Wednesday, 28 December 2016 03:47 Written by  Heart of Asia Read 356 times

The conduct of both the Afghan government and international community is worrisome and questionable. Although the government has repeatedly pledged to carry out the parliamentary and district council elections, no practical steps have been taken so far. The government’s electoral reforms have still been limited to the replacement of election commissioners. Neither a timetable for the parliamentary and district council elections has been announced nor have any arrangements necessary for the voting been made. 


Following the 2014 presidential election which became bitterly disputed due to allegations of fraud, Afghans almost lost their faith in this democratic process, thereby requiring the government to take concrete actions in coordination with the international community to revive people’s trust in balloting, but that did not happen.
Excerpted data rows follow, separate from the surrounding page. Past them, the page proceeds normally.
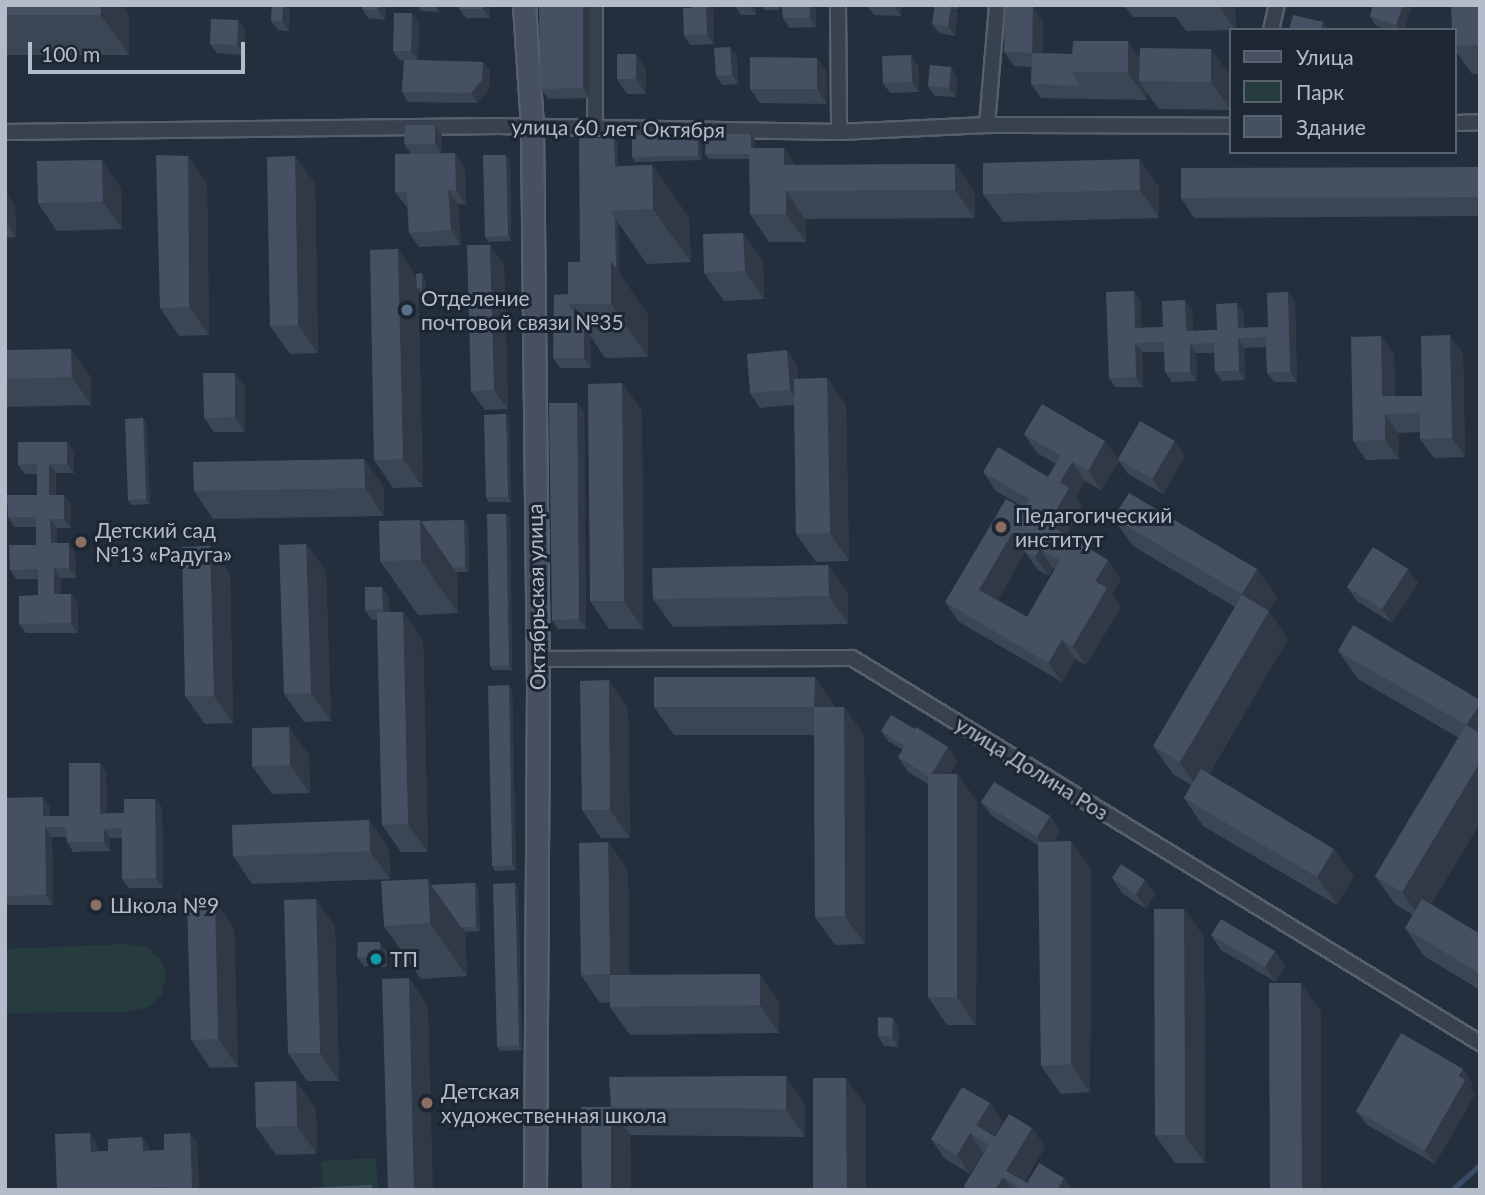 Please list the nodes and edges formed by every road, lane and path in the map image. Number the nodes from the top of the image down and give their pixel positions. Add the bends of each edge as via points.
1 (524, 5) edge
2 (594, 5) edge
3 (838, 5) edge
4 (997, 5) edge
5 (1277, 5) edge
6 (1271, 28) edge
7 (1457, 122) edge
8 (1480, 122) edge
9 (987, 125) junction
10 (1230, 126) edge
11 (532, 127) junction
12 (595, 128) junction
13 (5, 132) edge
14 (839, 132) junction
15 (537, 659) junction
16 (1480, 1043) edge
17 (535, 1190) edge

1 - 11 main road, Октябрьская улица
2 - 12 street
3 - 14 street
4 - 9 street
5 - 6 street
7 - 8 street
9 - 10 street, улица 60 лет Октября
9 - 14 street, улица 60 лет Октября
11 - 12 street, улица 60 лет Октября
11 - 13 street, улица 60 лет Октября
11 - 15 main road, Октябрьская улица
12 - 14 street, улица 60 лет Октября
15 - 16 street, улица Долина Роз via 852,658
15 - 17 main road, Октябрьская улица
The government’s slogans of electoral reforms only culminated in the appointment of new Independent Election Commission and Independent Electoral Complaints Commission (IECC) members, while the nation wanted an overhaul of electoral system, because only that cannot guarantee the transparency of election if a flawed system is in place. 

The Parliament, especially the Wolesi Jirga (lower house), also doesn’t show a strong reaction against the delay in election because the lawmakers are happy to continue work as most of them are individuals who may not get reelected next time. Ergo, the longer the election is delayed, the happier they will be. 


People also point the finger at the international community because it did not bring enough pressure on the government to hold the election on time. The power-sharing agreement of the National Unity Government (NUG) was brokered by the international community, more particularly and predominantly the United States, United Nations and European Union so that is why they are also responsible for the implementation of the deal. They should have impelled the government to honor its commitments, especially those related to elections and electoral reforms. 

Given the dissatisfaction of people with the performance of both the Parliament and government, the fate of election should be ascertained and solid actions taken thereof. The postponement of election leads to more chaos and uncertainty, and erodes the public’s trust in election, which on no account serves the national interests.